Data for analysis »

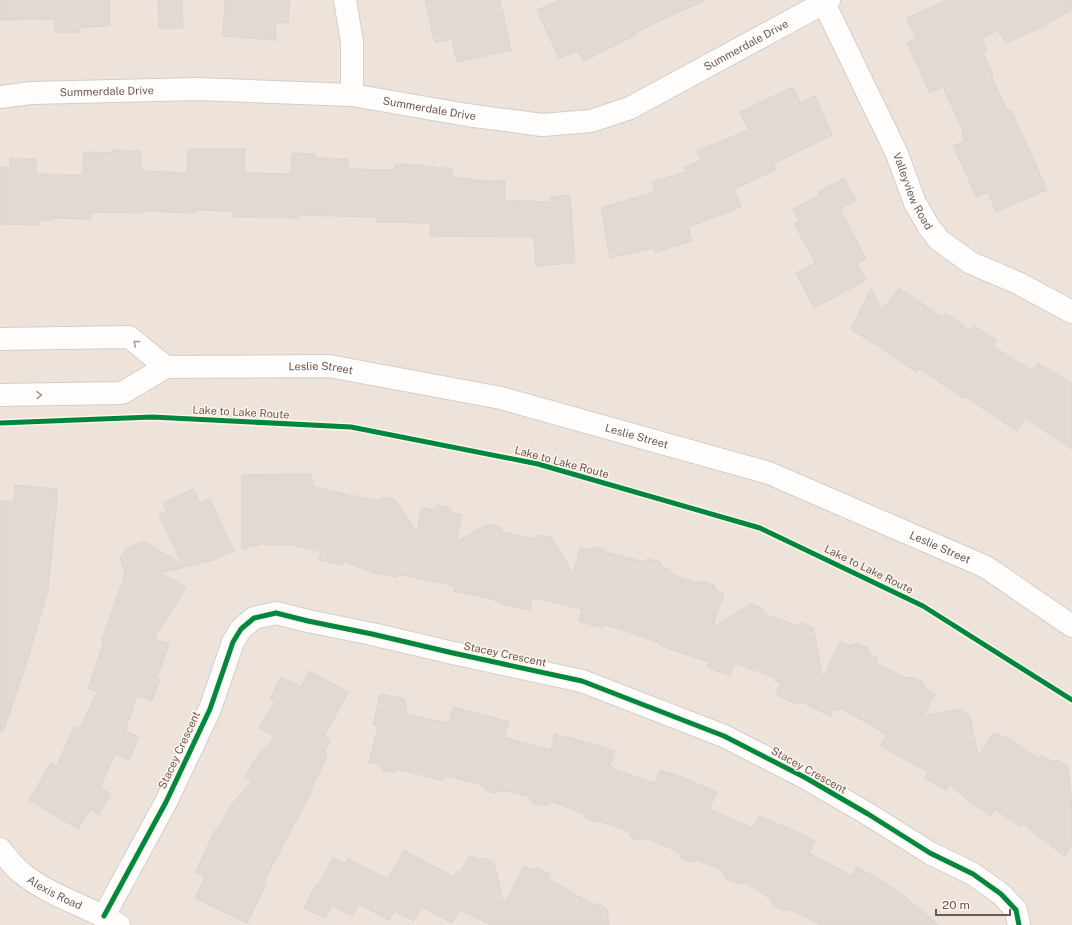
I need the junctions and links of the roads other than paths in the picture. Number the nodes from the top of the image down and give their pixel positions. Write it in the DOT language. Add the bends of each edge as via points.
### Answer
graph roads {
  1 [pos="345,0"];
  2 [pos="827,1"];
  3 [pos="352,95"];
  4 [pos="0,97"];
  5 [pos="1072,312"];
  6 [pos="0,339"];
  7 [pos="166,367"];
  8 [pos="0,396"];
  9 [pos="1072,626"];
  10 [pos="0,849"];
  11 [pos="111,920"];
  12 [pos="1019,925"];
  1 -- 3 [label="street" via="352,42"];
  2 -- 3 [label="street, Summerdale Drive" via="630,108 591,121 542,125"];
  2 -- 5 [label="street, Valleyview Road" via="928,228 939,240 971,263 1018,283"];
  3 -- 4 [label="street, Summerdale Drive" via="198,89 31,93"];
  7 -- 6 [label="street, one-way" via="129,337"];
  8 -- 7 [label="street, one-way" via="122,393"];
  7 -- 9 [label="street, Leslie Street" via="329,366 501,398 762,470 986,567"];
  10 -- 11 [label="street, Alexis Road" via="22,874 49,891"];
  11 -- 12 [label="street, Stacey Crescent" via="210,708 233,642 241,629 254,618 276,613 582,681 724,736 806,778 930,853 973,874 1001,894 1016,910"];
}
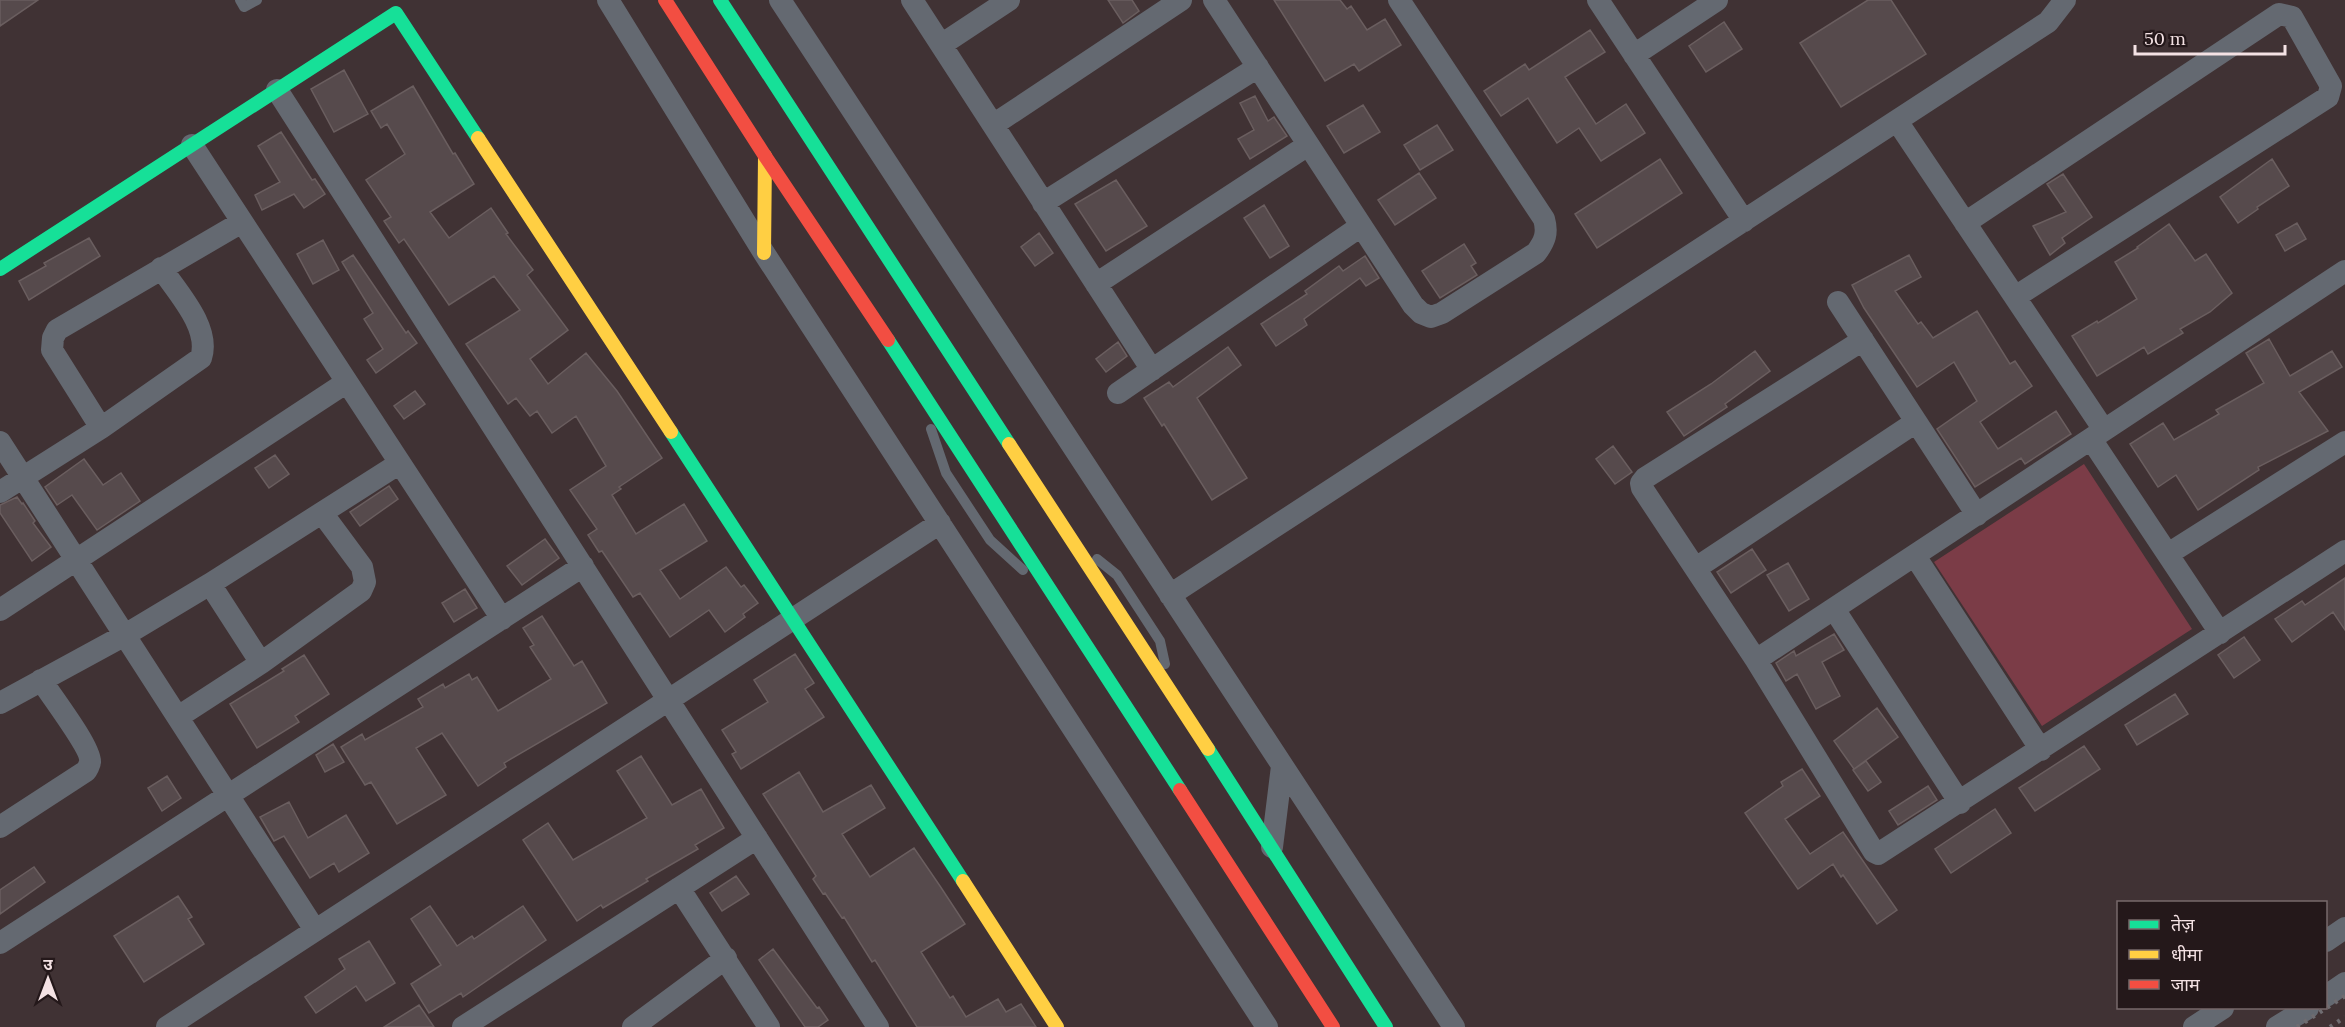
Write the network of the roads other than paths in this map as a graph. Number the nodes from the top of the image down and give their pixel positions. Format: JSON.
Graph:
{"nodes":[{"id":1,"x":240,"y":0,"type":"edge"},
{"id":2,"x":257,"y":0,"type":"edge"},
{"id":3,"x":608,"y":0,"type":"edge"},
{"id":4,"x":665,"y":0,"type":"edge"},
{"id":5,"x":720,"y":0,"type":"edge"},
{"id":6,"x":780,"y":0,"type":"edge"},
{"id":7,"x":912,"y":0,"type":"edge"},
{"id":8,"x":1009,"y":0,"type":"edge"},
{"id":9,"x":1181,"y":0,"type":"edge"},
{"id":10,"x":1214,"y":0,"type":"edge"},
{"id":11,"x":1399,"y":0,"type":"edge"},
{"id":12,"x":1598,"y":0,"type":"edge"},
{"id":13,"x":1717,"y":0,"type":"edge"},
{"id":14,"x":2065,"y":0,"type":"edge"},
{"id":15,"x":941,"y":45,"type":"junction"},
{"id":16,"x":1634,"y":55,"type":"junction"},
{"id":17,"x":1258,"y":67,"type":"junction"},
{"id":18,"x":277,"y":90,"type":"junction"},
{"id":19,"x":1897,"y":121,"type":"junction"},
{"id":20,"x":993,"y":125,"type":"junction"},
{"id":21,"x":192,"y":145,"type":"junction"},
{"id":22,"x":1308,"y":145,"type":"junction"},
{"id":23,"x":765,"y":156,"type":"junction"},
{"id":24,"x":1043,"y":203,"type":"junction"},
{"id":25,"x":1744,"y":221,"type":"junction"},
{"id":26,"x":242,"y":222,"type":"junction"},
{"id":27,"x":1965,"y":223,"type":"junction"},
{"id":28,"x":1361,"y":226,"type":"junction"},
{"id":29,"x":764,"y":253,"type":"junction"},
{"id":30,"x":0,"y":268,"type":"edge"},
{"id":31,"x":161,"y":268,"type":"junction"},
{"id":32,"x":2345,"y":271,"type":"edge"},
{"id":33,"x":1096,"y":284,"type":"junction"},
{"id":34,"x":2015,"y":297,"type":"junction"},
{"id":35,"x":1838,"y":302,"type":"dead end"},
{"id":36,"x":1863,"y":340,"type":"junction"},
{"id":37,"x":1152,"y":370,"type":"junction"},
{"id":38,"x":915,"y":380,"type":"junction"},
{"id":39,"x":347,"y":382,"type":"junction"},
{"id":40,"x":1118,"y":393,"type":"dead end"},
{"id":41,"x":1916,"y":422,"type":"junction"},
{"id":42,"x":101,"y":428,"type":"junction"},
{"id":43,"x":2098,"y":435,"type":"junction"},
{"id":44,"x":0,"y":442,"type":"edge"},
{"id":45,"x":2345,"y":442,"type":"edge"},
{"id":46,"x":400,"y":463,"type":"junction"},
{"id":47,"x":24,"y":479,"type":"junction"},
{"id":48,"x":0,"y":492,"type":"edge"},
{"id":49,"x":322,"y":513,"type":"junction"},
{"id":50,"x":1977,"y":515,"type":"junction"},
{"id":51,"x":940,"y":524,"type":"junction"},
{"id":52,"x":2345,"y":551,"type":"edge"},
{"id":53,"x":2168,"y":554,"type":"junction"},
{"id":54,"x":1915,"y":556,"type":"junction"},
{"id":55,"x":76,"y":560,"type":"junction"},
{"id":56,"x":583,"y":566,"type":"junction"},
{"id":57,"x":1696,"y":568,"type":"junction"},
{"id":58,"x":210,"y":584,"type":"junction"},
{"id":59,"x":1170,"y":595,"type":"junction"},
{"id":60,"x":1058,"y":602,"type":"junction"},
{"id":61,"x":1834,"y":609,"type":"junction"},
{"id":62,"x":0,"y":610,"type":"edge"},
{"id":63,"x":502,"y":619,"type":"junction"},
{"id":64,"x":794,"y":619,"type":"junction"},
{"id":65,"x":2220,"y":633,"type":"junction"},
{"id":66,"x":125,"y":635,"type":"junction"},
{"id":67,"x":1756,"y":660,"type":"junction"},
{"id":68,"x":261,"y":663,"type":"junction"},
{"id":69,"x":41,"y":680,"type":"junction"},
{"id":70,"x":669,"y":700,"type":"junction"},
{"id":71,"x":0,"y":703,"type":"edge"},
{"id":72,"x":178,"y":717,"type":"junction"},
{"id":73,"x":2041,"y":750,"type":"junction"},
{"id":74,"x":1282,"y":766,"type":"junction"},
{"id":75,"x":228,"y":795,"type":"junction"},
{"id":76,"x":1960,"y":803,"type":"junction"},
{"id":77,"x":0,"y":827,"type":"edge"},
{"id":78,"x":757,"y":837,"type":"junction"},
{"id":79,"x":1272,"y":848,"type":"junction"},
{"id":80,"x":679,"y":888,"type":"junction"},
{"id":81,"x":2345,"y":928,"type":"edge"},
{"id":82,"x":315,"y":930,"type":"junction"},
{"id":83,"x":2327,"y":939,"type":"edge"},
{"id":84,"x":0,"y":943,"type":"edge"},
{"id":85,"x":726,"y":958,"type":"junction"},
{"id":86,"x":2345,"y":983,"type":"edge"},
{"id":87,"x":2327,"y":995,"type":"edge"},
{"id":88,"x":2221,"y":1009,"type":"edge"},
{"id":89,"x":2306,"y":1009,"type":"edge"},
{"id":90,"x":657,"y":1021,"type":"edge"},
{"id":91,"x":167,"y":1027,"type":"edge"},
{"id":92,"x":463,"y":1027,"type":"edge"},
{"id":93,"x":633,"y":1027,"type":"edge"},
{"id":94,"x":769,"y":1027,"type":"edge"},
{"id":95,"x":879,"y":1027,"type":"edge"},
{"id":96,"x":1057,"y":1027,"type":"edge"},
{"id":97,"x":1267,"y":1027,"type":"edge"},
{"id":98,"x":1333,"y":1027,"type":"edge"},
{"id":99,"x":1386,"y":1027,"type":"edge"},
{"id":100,"x":1455,"y":1027,"type":"edge"},
{"id":101,"x":2194,"y":1027,"type":"edge"},
{"id":102,"x":2277,"y":1027,"type":"edge"}],
"edges":[{"from":1,"to":2,"type":"lane"},
{"from":3,"to":29,"type":"street"},
{"from":4,"to":23,"type":"street"},
{"from":5,"to":79,"type":"street"},
{"from":6,"to":59,"type":"street"},
{"from":7,"to":15,"type":"street"},
{"from":8,"to":15,"type":"street"},
{"from":9,"to":20,"type":"street"},
{"from":10,"to":17,"type":"street"},
{"from":11,"to":28,"type":"street"},
{"from":12,"to":16,"type":"street"},
{"from":13,"to":16,"type":"street"},
{"from":14,"to":19,"type":"street"},
{"from":15,"to":20,"type":"street"},
{"from":16,"to":25,"type":"street"},
{"from":17,"to":22,"type":"street"},
{"from":17,"to":24,"type":"street"},
{"from":18,"to":21,"type":"street"},
{"from":18,"to":56,"type":"street"},
{"from":18,"to":64,"type":"street"},
{"from":19,"to":25,"type":"street"},
{"from":19,"to":27,"type":"street"},
{"from":20,"to":24,"type":"street"},
{"from":21,"to":26,"type":"street"},
{"from":21,"to":30,"type":"street"},
{"from":22,"to":28,"type":"street"},
{"from":22,"to":33,"type":"street"},
{"from":23,"to":29,"type":"street"},
{"from":23,"to":38,"type":"street"},
{"from":24,"to":33,"type":"street"},
{"from":25,"to":59,"type":"street"},
{"from":26,"to":31,"type":"street"},
{"from":26,"to":39,"type":"street"},
{"from":27,"to":34,"type":"street"},
{"from":27,"to":34,"type":"street"},
{"from":28,"to":37,"type":"street"},
{"from":29,"to":51,"type":"street"},
{"from":31,"to":42,"type":"street"},
{"from":31,"to":42,"type":"street"},
{"from":32,"to":43,"type":"street"},
{"from":33,"to":37,"type":"street"},
{"from":34,"to":43,"type":"street"},
{"from":35,"to":36,"type":"street"},
{"from":36,"to":41,"type":"street"},
{"from":36,"to":57,"type":"street"},
{"from":37,"to":40,"type":"street"},
{"from":38,"to":60,"type":"street"},
{"from":38,"to":60,"type":"lane"},
{"from":39,"to":46,"type":"street"},
{"from":39,"to":55,"type":"street"},
{"from":41,"to":50,"type":"street"},
{"from":41,"to":57,"type":"street"},
{"from":42,"to":47,"type":"street"},
{"from":43,"to":50,"type":"street"},
{"from":43,"to":53,"type":"street"},
{"from":44,"to":47,"type":"street"},
{"from":45,"to":53,"type":"street"},
{"from":46,"to":49,"type":"street"},
{"from":46,"to":63,"type":"street"},
{"from":47,"to":48,"type":"street"},
{"from":47,"to":55,"type":"street"},
{"from":49,"to":58,"type":"street"},
{"from":49,"to":68,"type":"street"},
{"from":50,"to":54,"type":"street"},
{"from":51,"to":64,"type":"street"},
{"from":51,"to":97,"type":"street"},
{"from":52,"to":65,"type":"street"},
{"from":53,"to":65,"type":"street"},
{"from":54,"to":61,"type":"street"},
{"from":54,"to":73,"type":"street"},
{"from":55,"to":62,"type":"street"},
{"from":55,"to":66,"type":"street"},
{"from":56,"to":63,"type":"street"},
{"from":56,"to":70,"type":"street"},
{"from":57,"to":67,"type":"street"},
{"from":58,"to":66,"type":"street"},
{"from":58,"to":68,"type":"street"},
{"from":59,"to":74,"type":"street"},
{"from":60,"to":98,"type":"street"},
{"from":61,"to":67,"type":"street"},
{"from":61,"to":76,"type":"street"},
{"from":63,"to":75,"type":"street"},
{"from":64,"to":70,"type":"street"},
{"from":64,"to":96,"type":"street"},
{"from":65,"to":73,"type":"street"},
{"from":66,"to":69,"type":"street"},
{"from":66,"to":72,"type":"street"},
{"from":67,"to":76,"type":"street"},
{"from":68,"to":72,"type":"street"},
{"from":69,"to":71,"type":"street"},
{"from":69,"to":77,"type":"street"},
{"from":70,"to":78,"type":"street"},
{"from":70,"to":82,"type":"street"},
{"from":72,"to":75,"type":"street"},
{"from":73,"to":76,"type":"street"},
{"from":74,"to":79,"type":"street"},
{"from":74,"to":100,"type":"street"},
{"from":75,"to":82,"type":"street"},
{"from":75,"to":84,"type":"street"},
{"from":78,"to":80,"type":"street"},
{"from":78,"to":95,"type":"street"},
{"from":79,"to":99,"type":"street"},
{"from":80,"to":85,"type":"street"},
{"from":80,"to":92,"type":"street"},
{"from":81,"to":83,"type":"street"},
{"from":82,"to":91,"type":"street"},
{"from":85,"to":90,"type":"street"},
{"from":85,"to":94,"type":"street"},
{"from":86,"to":87,"type":"street"},
{"from":88,"to":101,"type":"street"},
{"from":89,"to":102,"type":"street"},
{"from":90,"to":93,"type":"street"}]}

Work to complete » The answer must be every line of the data that contains the word "roads".

Exercise response »
I need the junctions and links of the roads other than paths in the picture. Number the nodes from the top of the image down and give their pixel positions. Write it in the DOT language. Add the bends of each edge as via points.
graph roads {
Write the network of the roads other than paths in this map as a graph. Number the nodes from the top of the image down and give their pixel positions. Format: JSON.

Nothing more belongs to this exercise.